Ian Prosser, HM chief inspector of railways, said: “Our thoughts are with Mr Lower’s family and friends at this difficult time.

“The failings by Wettons and Southeastern were unacceptable and show the consequences of not abiding by health and safety, including the provisions of the law.  

“As always, ORR is committed to monitoring compliance and taking tough enforcement action when necessary, as this tragic case demonstrates.”

Managing director at Southeastern, David Statham, said that the train operator deeply regrets that it did not prevent the death of Mr. Lower.

He said: “At Southeastern, we set ourselves high safety standards underpinned by robust procedures.

“We recognise that on this occasion there’s more we and our contractors could have done to meet those high standards.

“That is why we took decisive action immediately after this incident, commissioning an independent review to identify lessons learnt, which included the introduction of additional safety checks and the installation of extra safety equipment.”

RTM has contacted Wettons for comment.

Top Image: Class466cuxto


Andrew Gwilt   20/11/2017 at 16:50

Cleaning any train when the live DC 750v 3rd Rail is still live is very dangerous work. Especially when cleaning near electrical components. As Water and Electricity don’t mix.

Icn   21/11/2017 at 19:26

Cleaning a train near a live conductor rail is NOT necessarily dangerous work so long as the correct procedures are followed. Evidently in this case they were not.
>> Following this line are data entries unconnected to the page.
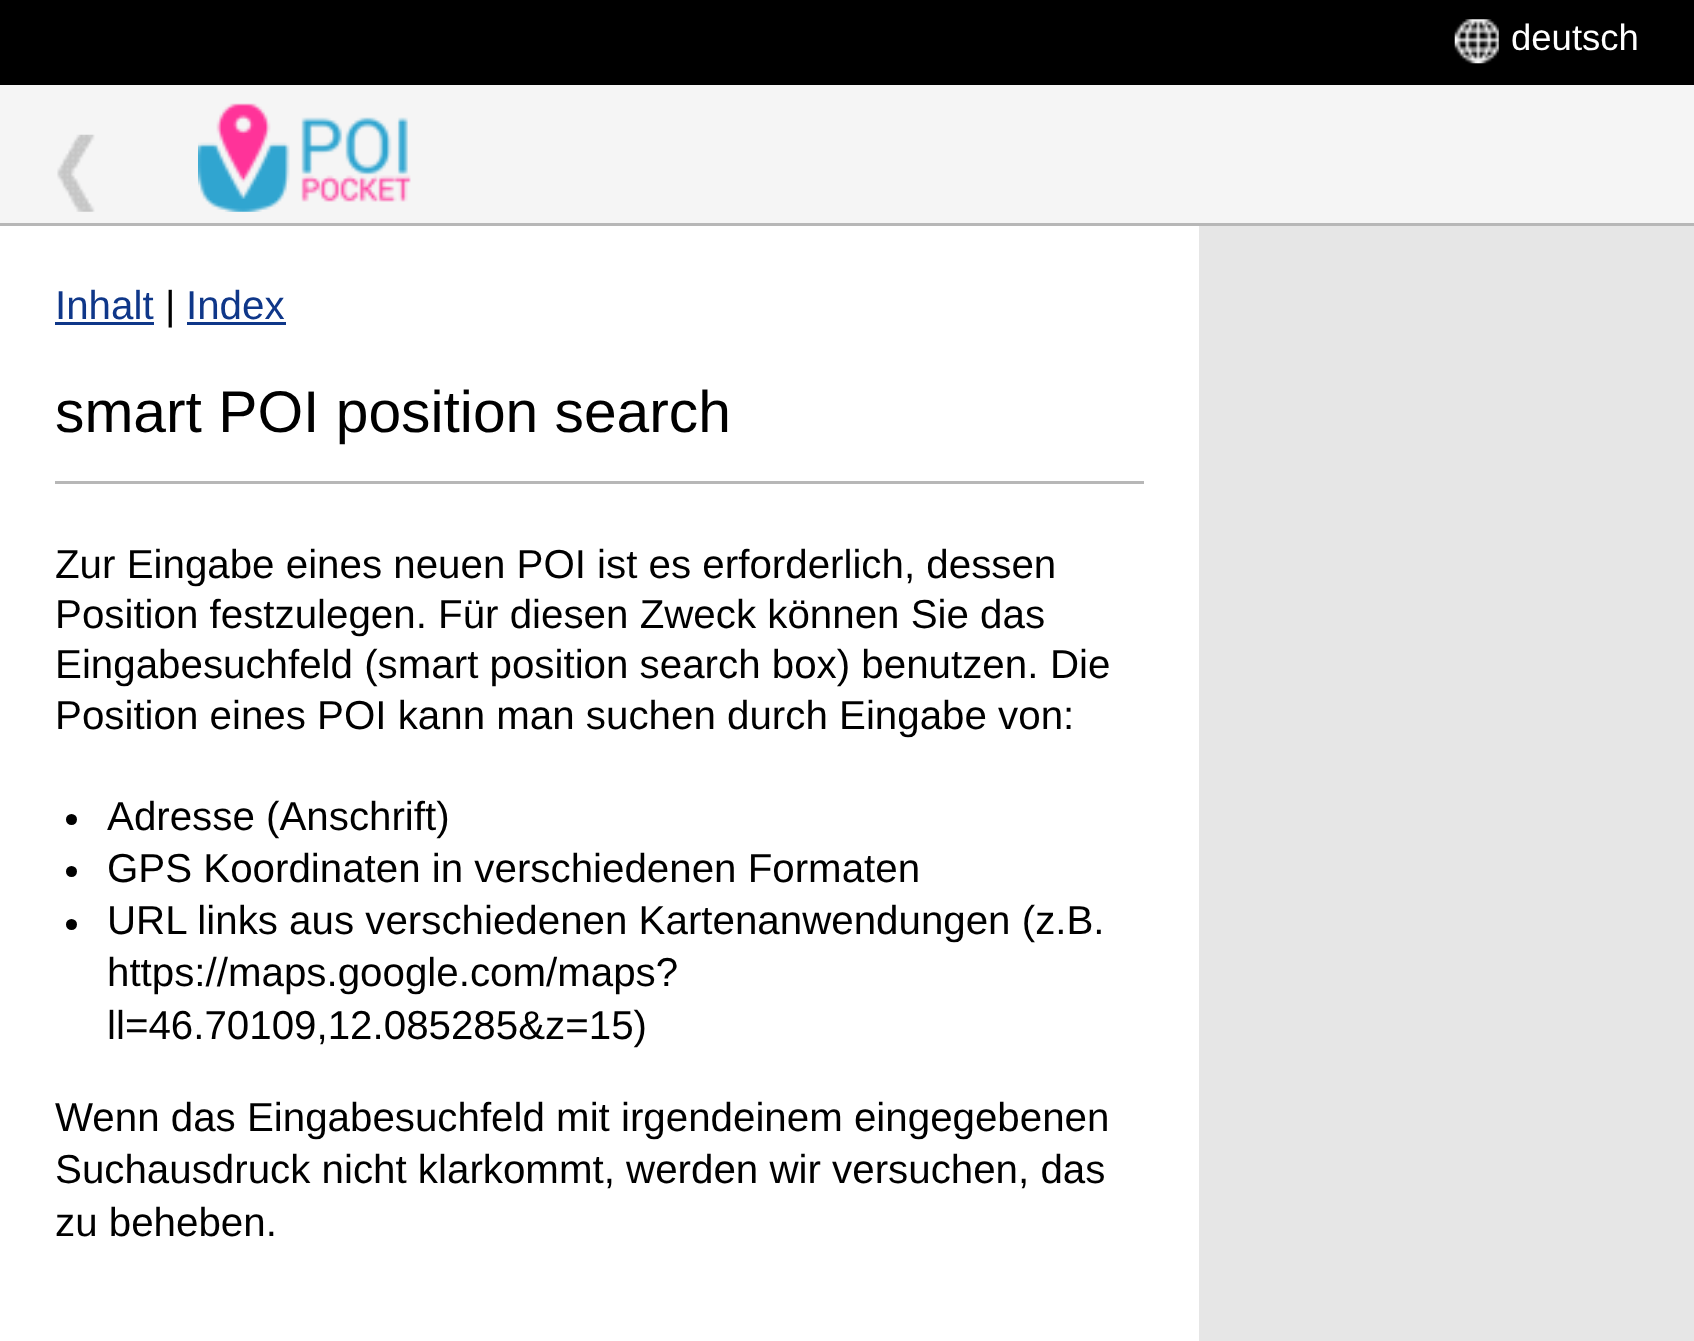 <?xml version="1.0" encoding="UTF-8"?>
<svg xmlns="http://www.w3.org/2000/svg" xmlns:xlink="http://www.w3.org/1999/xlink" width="1694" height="1341">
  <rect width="100%" height="100%" fill="#e6e6e6" />
  <rect width="1694" height="85" fill="#000000" />
  <image x="1454" y="19" width="45" height="45" xlink:href="image1.png" />
  <rect y="85" width="1694" height="138" fill="#f5f5f5" />
  <rect y="223" width="1694" height="3" fill="#b7b7b7" />
  <image x="57" y="134" width="38" height="78" xlink:href="image2.png" />
  <image x="198" y="103" width="213" height="109" xlink:href="image3.png" />
  <rect y="226" width="1199" height="1115" fill="#ffffff" />
  <rect x="55" y="322" width="99" height="3" fill="#0f3789" />
  <rect x="187" y="322" width="99" height="3" fill="#0f3789" />
  <rect x="55" y="481" width="1089" height="3" fill="#b7b7b7" />
  <circle cx="71.5" cy="819.5" r="5.5" fill="#000000" />
  <circle cx="71.5" cy="871.5" r="5.5" fill="#000000" />
  <circle cx="71.5" cy="924.5" r="5.5" fill="#000000" />
  <text x="1511" y="50" style="font-family: Liberation Sans; font-size: 36.5px; fill: #ffffff">deutsch</text>
  <text x="55" y="319" style="font-family: Liberation Sans; font-size: 40.3px; fill: #0f3789">Inhalt</text>
  <text x="165" y="319" style="font-family: Liberation Sans; font-size: 40.3px; fill: #000000">|</text>
  <text x="186" y="319" style="font-family: Liberation Sans; font-size: 40.3px; fill: #0f3789">Index</text>
  <text x="55" y="432" style="font-family: Liberation Sans; font-size: 58.75px; fill: #000000">smart POI position search</text>
  <text x="55" y="578" style="font-family: Liberation Sans; font-size: 40.3px; fill: #000000">Zur Eingabe eines neuen POI ist es erforderlich, dessen</text>
  <text x="55" y="628" style="font-family: Liberation Sans; font-size: 40.3px; fill: #000000">Position festzulegen. Für diesen Zweck können Sie das</text>
  <text x="55" y="678" style="font-family: Liberation Sans; font-size: 40.3px; fill: #000000">Eingabesuchfeld (smart position search box) benutzen.</text>
  <text x="1050" y="678" style="font-family: Liberation Sans; font-size: 40.3px; fill: #000000">Die</text>
  <text x="55" y="729" style="font-family: Liberation Sans; font-size: 40.3px; fill: #000000">Position eines POI kann man suchen durch Eingabe von:</text>
  <text x="107" y="830" style="font-family: Liberation Sans; font-size: 40.3px; fill: #000000">Adresse (Anschrift)</text>
  <text x="107" y="882" style="font-family: Liberation Sans; font-size: 40.3px; fill: #000000">GPS Koordinaten in verschiedenen Formaten</text>
  <text x="107" y="934" style="font-family: Liberation Sans; font-size: 40.3px; fill: #000000">URL links aus verschiedenen Kartenanwendungen (z.B.</text>
  <text x="107" y="986" style="font-family: Liberation Sans; font-size: 40.3px; fill: #000000">https://maps.google.com/maps?</text>
  <text x="107" y="1039" style="font-family: Liberation Sans; font-size: 40.3px; fill: #000000">ll=46.70109,12.085285&amp;z=15)</text>
  <text x="55" y="1131" style="font-family: Liberation Sans; font-size: 40.3px; fill: #000000">Wenn das Eingabesuchfeld mit irgendeinem eingegebenen</text>
  <text x="55" y="1183" style="font-family: Liberation Sans; font-size: 40.3px; fill: #000000">Suchausdruck nicht klarkommt, werden wir versuchen, das</text>
  <text x="55" y="1236" style="font-family: Liberation Sans; font-size: 40.3px; fill: #000000">zu beheben.</text>
</svg>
Rajput   21/11/2017 at 22:35

No more security precautions were taken into account since long. Very sad for the Mr. Lower family. Let's see Southeastern watch the steps now.
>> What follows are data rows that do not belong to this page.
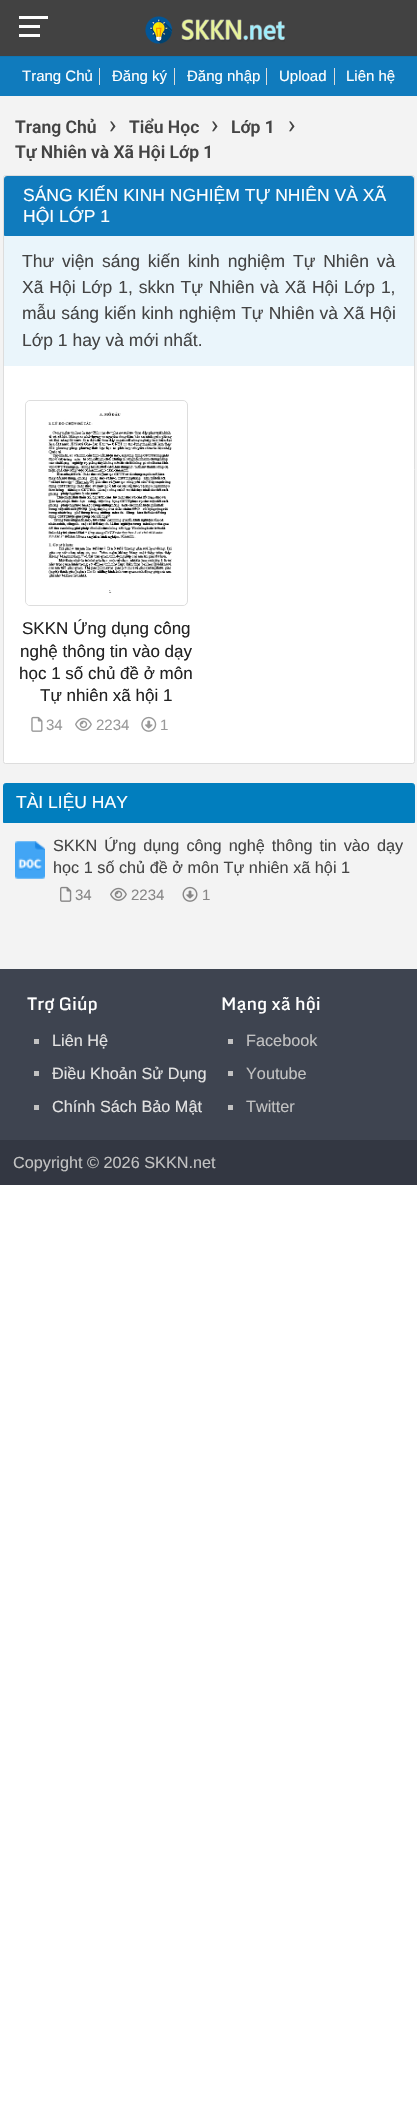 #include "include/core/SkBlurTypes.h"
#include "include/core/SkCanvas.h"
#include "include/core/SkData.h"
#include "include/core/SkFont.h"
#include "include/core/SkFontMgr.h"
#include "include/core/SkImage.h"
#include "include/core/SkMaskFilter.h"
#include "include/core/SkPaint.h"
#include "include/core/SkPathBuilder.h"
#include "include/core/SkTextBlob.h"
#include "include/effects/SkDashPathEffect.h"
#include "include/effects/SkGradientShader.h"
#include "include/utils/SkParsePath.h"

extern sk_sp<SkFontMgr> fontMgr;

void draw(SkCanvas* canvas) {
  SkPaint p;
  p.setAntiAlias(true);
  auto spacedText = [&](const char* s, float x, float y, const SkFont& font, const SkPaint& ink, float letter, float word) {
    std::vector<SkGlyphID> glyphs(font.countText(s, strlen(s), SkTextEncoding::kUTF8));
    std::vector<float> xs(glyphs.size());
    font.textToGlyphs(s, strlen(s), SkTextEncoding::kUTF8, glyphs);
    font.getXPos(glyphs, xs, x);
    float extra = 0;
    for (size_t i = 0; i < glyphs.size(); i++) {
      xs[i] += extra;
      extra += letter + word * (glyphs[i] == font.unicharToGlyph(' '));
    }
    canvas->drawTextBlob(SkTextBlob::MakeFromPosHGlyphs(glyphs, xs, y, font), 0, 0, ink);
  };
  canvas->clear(SK_ColorWHITE);
  p.setColor(SkColorSetRGB(243, 243, 243));
  canvas->drawRect(SkRect::MakeLTRB(0, 96, 417, 969), p);
  p.setColor(SkColorSetRGB(16, 123, 189));
  canvas->drawRect(SkRect::MakeLTRB(0, 56, 417, 96), p);
  p.setColor(SkColorSetARGB(77, 0, 0, 0));
  p.setMaskFilter(SkMaskFilter::MakeBlur(kNormal_SkBlurStyle, 0.5f));
  canvas->drawRect(SkRect::MakeLTRB(0, 0, 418, 56), p);
  p.setMaskFilter(nullptr);
  p.setColor(SkColorSetRGB(66, 66, 66));
  canvas->drawRect(SkRect::MakeLTRB(0, 0, 417, 56), p);
  p.setColor(SK_ColorWHITE);
  canvas->drawRect(SkRect::MakeLTRB(19, 25, 40, 28), p);
  canvas->drawRect(SkRect::MakeLTRB(19, 16, 48, 19), p);
  canvas->drawRect(SkRect::MakeLTRB(19, 34, 40, 37), p);
  canvas->drawImageRect(SkImages::DeferredFromEncodedData(SkData::MakeFromFileName("images/1.png")), SkRect::MakeLTRB(145, 16, 285, 44), SkSamplingOptions());
  p.setColor(SkColorSetRGB(221, 221, 221));
  canvas->drawRect(SkRect::MakeLTRB(99, 68, 100, 85), p);
  canvas->drawRect(SkRect::MakeLTRB(174, 68, 175, 85), p);
  canvas->drawRect(SkRect::MakeLTRB(266, 68, 267, 85), p);
  canvas->drawRect(SkRect::MakeLTRB(334, 68, 335, 85), p);
  p.setColor(SK_ColorWHITE);
  canvas->drawRoundRect(SkRect::MakeLTRB(3.5f, 175.5f, 414.5f, 763.5f), 2, 2, p);
  p.setStyle(SkPaint::kStroke_Style);
  p.setStrokeWidth(1);
  p.setColor(SkColorSetRGB(221, 221, 221));
  canvas->drawRoundRect(SkRect::MakeLTRB(3.5f, 175.5f, 414.5f, 763.5f), 2, 2, p);
  p.setStyle(SkPaint::kFill_Style);
  p.setColor(SkColorSetRGB(16, 123, 189));
  canvas->drawPath(SkPathBuilder().moveTo(6.5f, 176.5f).lineTo(411.5f, 176.5f).cubicTo(412.5f, 176.5f, 413.5f, 177.5f, 413.5f, 178.5f).lineTo(413.5f, 235.5f).lineTo(4.5f, 235.5f).lineTo(4.5f, 178.5f).cubicTo(4.5f, 177.5f, 5.5f, 176.5f, 6.5f, 176.5f).close().detach(), p);
  p.setStyle(SkPaint::kStroke_Style);
  canvas->drawPath(SkPathBuilder().moveTo(6.5f, 176.5f).lineTo(411.5f, 176.5f).cubicTo(412.5f, 176.5f, 413.5f, 177.5f, 413.5f, 178.5f).lineTo(413.5f, 235.5f).lineTo(4.5f, 235.5f).lineTo(4.5f, 178.5f).cubicTo(4.5f, 177.5f, 5.5f, 176.5f, 6.5f, 176.5f).close().detach(), p);
  p.setStyle(SkPaint::kFill_Style);
  p.setColor(SkColorSetRGB(234, 245, 251));
  canvas->drawRect(SkRect::MakeLTRB(4, 236, 414, 366), p);
  p.setStyle(SkPaint::kStroke_Style);
  p.setColor(SkColorSetRGB(221, 221, 221));
  canvas->drawRoundRect(SkRect::MakeLTRB(25.5f, 400.5f, 187.5f, 605.5f), 4.5f, 4.5f, p);
  canvas->drawImageRect(SkImages::DeferredFromEncodedData(SkData::MakeFromFileName("images/2.png")), SkRect::MakeLTRB(26, 401, 185, 605), SkSamplingOptions());
  canvas->drawImageRect(SkImages::DeferredFromEncodedData(SkData::MakeFromFileName("images/3.png")), SkRect::MakeLTRB(31, 716, 43, 732), SkSamplingOptions());
  canvas->drawImageRect(SkImages::DeferredFromEncodedData(SkData::MakeFromFileName("images/4.png")), SkRect::MakeLTRB(75, 717, 92, 731), SkSamplingOptions());
  canvas->drawImageRect(SkImages::DeferredFromEncodedData(SkData::MakeFromFileName("images/5.png")), SkRect::MakeLTRB(141, 716, 157, 732), SkSamplingOptions());
  p.setStyle(SkPaint::kFill_Style);
  p.setColor(SkColorSetRGB(1, 126, 190));
  canvas->drawPath(SkPathBuilder().moveTo(5.5f, 783.5f).lineTo(412.5f, 783.5f).cubicTo(413.5f, 783.5f, 414.5f, 784.5f, 414.5f, 785.5f).lineTo(414.5f, 822.5f).lineTo(3.5f, 822.5f).lineTo(3.5f, 785.5f).cubicTo(3.5f, 784.5f, 4.5f, 783.5f, 5.5f, 783.5f).close().detach(), p);
  p.setStyle(SkPaint::kStroke_Style);
  canvas->drawPath(SkPathBuilder().moveTo(5.5f, 783.5f).lineTo(412.5f, 783.5f).cubicTo(413.5f, 783.5f, 414.5f, 784.5f, 414.5f, 785.5f).lineTo(414.5f, 822.5f).lineTo(3.5f, 822.5f).lineTo(3.5f, 785.5f).cubicTo(3.5f, 784.5f, 4.5f, 783.5f, 5.5f, 783.5f).close().detach(), p);
  canvas->drawImageRect(SkImages::DeferredFromEncodedData(SkData::MakeFromFileName("images/6.png")), SkRect::MakeLTRB(15, 841, 45, 879), SkSamplingOptions());
  canvas->drawImageRect(SkImages::DeferredFromEncodedData(SkData::MakeFromFileName("images/7.png")), SkRect::MakeLTRB(60, 886, 72, 902), SkSamplingOptions());
  canvas->drawImageRect(SkImages::DeferredFromEncodedData(SkData::MakeFromFileName("images/8.png")), SkRect::MakeLTRB(110, 887, 127, 901), SkSamplingOptions());
  canvas->drawImageRect(SkImages::DeferredFromEncodedData(SkData::MakeFromFileName("images/9.png")), SkRect::MakeLTRB(182, 886, 198, 902), SkSamplingOptions());
  p.setStyle(SkPaint::kFill_Style);
  p.setColor(SkColorSetRGB(62, 68, 80));
  canvas->drawRect(SkRect::MakeLTRB(0, 969, 417, 1140), p);
  p.setColor(SkColorSetRGB(194, 194, 194));
  canvas->drawRect(SkRect::MakeLTRB(34, 1039, 39, 1044), p);
  canvas->drawRect(SkRect::MakeLTRB(34, 1071, 39, 1076), p);
  canvas->drawRect(SkRect::MakeLTRB(34, 1105, 39, 1110), p);
  canvas->drawRect(SkRect::MakeLTRB(228, 1039, 233, 1044), p);
  canvas->drawRect(SkRect::MakeLTRB(228, 1071, 233, 1076), p);
  canvas->drawRect(SkRect::MakeLTRB(228, 1105, 233, 1110), p);
  p.setColor(SkColorSetRGB(51, 55, 66));
  canvas->drawRect(SkRect::MakeLTRB(0, 1140, 417, 1185), p);
  SkFont font1(fontMgr->matchFamilyStyle("Liberation Sans", SkFontStyle::Normal()), 15);
  font1.setSubpixel(true);
  p.setColor(SK_ColorWHITE);
  canvas->drawString("Trang Chủ", 22, 81, font1, p);
  canvas->drawString("Đăng ký", 112, 81, font1, p);
  canvas->drawString("Đăng nhập", 187, 81, font1, p);
  canvas->drawString("Upload", 279, 81, font1, p);
  canvas->drawString("Liên hệ", 346, 81, font1, p);
  SkFont font2(fontMgr->matchFamilyStyle("Roboto", SkFontStyle(600, SkFontStyle::kNormal_Width, SkFontStyle::kUpright_Slant)), 17.5f);
  font2.setSubpixel(true);
  p.setColor(SkColorSetRGB(68, 68, 68));
  canvas->drawString("Trang Chủ", 15, 133, font2, p);
  SkFont font3(fontMgr->matchFamilyStyle("Roboto", SkFontStyle::Normal()), 25);
  font3.setSubpixel(true);
  canvas->drawString("›", 109, 133, font3, p);
  canvas->drawString("Tiểu Học", 129, 133, font2, p);
  canvas->drawString("›", 211, 133, font3, p);
  canvas->drawString("Lớp 1", 231, 133, font2, p);
  canvas->drawString("›", 288, 133, font3, p);
  canvas->drawString("Tự Nhiên và Xã Hội Lớp 1", 15, 158, font2, p);
  SkFont font4(fontMgr->matchFamilyStyle("Liberation Sans", SkFontStyle::Normal()), 17.5f);
  font4.setSubpixel(true);
  p.setColor(SK_ColorWHITE);
  canvas->drawString("SÁNG KIẾN KINH NGHIỆM TỰ NHIÊN VÀ XÃ", 23, 201, font4, p);
  canvas->drawString("HỘI LỚP 1", 23, 222, font4, p);
  p.setColor(SkColorSetRGB(68, 68, 68));
  spacedText("Thư viện sáng kiến kinh nghiệm Tự Nhiên và", 22, 267, font4, p, 0, 3);
  spacedText("Xã Hội Lớp 1, skkn Tự Nhiên và Xã Hội Lớp 1,", 22, 293, font4, p, 0, 1);
  spacedText("mẫu sáng kiến kinh nghiệm Tự Nhiên và Xã Hội", 22, 319, font4, p, 0, 0.25f);
  canvas->drawString("Lớp 1 hay và mới nhất.", 22, 346, font4, p);
  SkFont font5(fontMgr->matchFamilyStyle("Liberation Sans", SkFontStyle::Normal()), 17);
  font5.setSubpixel(true);
  p.setColor(SkColorSetRGB(34, 34, 34));
  canvas->drawString("SKKN Ứng dụng công", 22, 634, font5, p);
  canvas->drawString("nghệ thông tin vào dạy", 20, 657, font5, p);
  canvas->drawString("học 1 số chủ đề ở môn", 19, 679, font5, p);
  canvas->drawString("Tự nhiên xã hội 1", 40, 701, font5, p);
  p.setColor(SkColorSetRGB(153, 153, 153));
  canvas->drawString("34", 46, 730, font1, p);
  canvas->drawString("2234", 96, 730, font1, p);
  canvas->drawString("1", 160, 730, font1, p);
  p.setColor(SK_ColorWHITE);
  canvas->drawString("TÀI LIỆU HAY", 16, 808, font4, p);
  SkFont font6(fontMgr->matchFamilyStyle("Liberation Sans", SkFontStyle::Normal()), 16.25f);
  font6.setSubpixel(true);
  p.setColor(SkColorSetRGB(68, 68, 68));
  spacedText("SKKN Ứng dụng công nghệ thông tin vào dạy", 53, 851, font6, p, 0, 2.5f);
  canvas->drawString("học 1 số chủ đề ở môn Tự nhiên xã hội 1", 53, 873, font6, p);
  p.setColor(SkColorSetRGB(135, 134, 134));
  canvas->drawString("34", 75, 900, font1, p);
  canvas->drawString("2234", 131, 900, font1, p);
  canvas->drawString("1", 202, 900, font1, p);
  SkFont font7(fontMgr->matchFamilyStyle("Monda", SkFontStyle(500, SkFontStyle::kNormal_Width, SkFontStyle::kUpright_Slant)), 17.5f);
  font7.setSubpixel(true);
  p.setColor(SK_ColorWHITE);
  canvas->drawString("Trợ Giúp", 27, 1010, font7, p);
  p.setColor(SkColorSetRGB(226, 226, 226));
  canvas->drawString("Liên Hệ", 52, 1046, font6, p);
  canvas->drawString("Điều Khoản Sử Dụng", 52, 1079, font6, p);
  canvas->drawString("Chính Sách Bảo Mật", 52, 1112, font6, p);
  p.setColor(SK_ColorWHITE);
  canvas->drawString("Mạng xã hội", 221, 1010, font7, p);
  p.setColor(SkColorSetRGB(194, 194, 194));
  canvas->drawString("Facebook", 246, 1046, font6, p);
  canvas->drawString("Youtube", 246, 1079, font6, p);
  canvas->drawString("Twitter", 246, 1112, font6, p);
  canvas->drawString("Copyright © 2026 SKKN.net", 13, 1168, font6, p);
}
Inobeme Zibiri   22/11/2017 at 09:55

This is so unfortunate situation, i feel bad for Mr lower and his family. The cleaning company is a company from hell, i have worked for them in the past and left because of the poor behavioural safety and total lack of respect for employees. Although I was from agency, I reported them to south Eastern rail, they carried out investigations and few issues i raised were dealt with, but not the working conditions of the employees. Wetton should never be a company to work in a rail environment, because of their attitude towards safety and their lack of respect for their workers. If south Eastern continues with such a useless company they are putting the lives of people at risk and potentially accidents if not fatal in the waiting. Please south Eastern should care about the safety of its contractors and take the contract from Wetton.

Vaughan Cole   22/11/2017 at 14:42

Why does it take three years to conclude what appears to be an open and shut case? Is there info in the public domain such that the duration of this prosecution can be fully understood? Only now can the magnitude of the fine drive a message home to duty holders.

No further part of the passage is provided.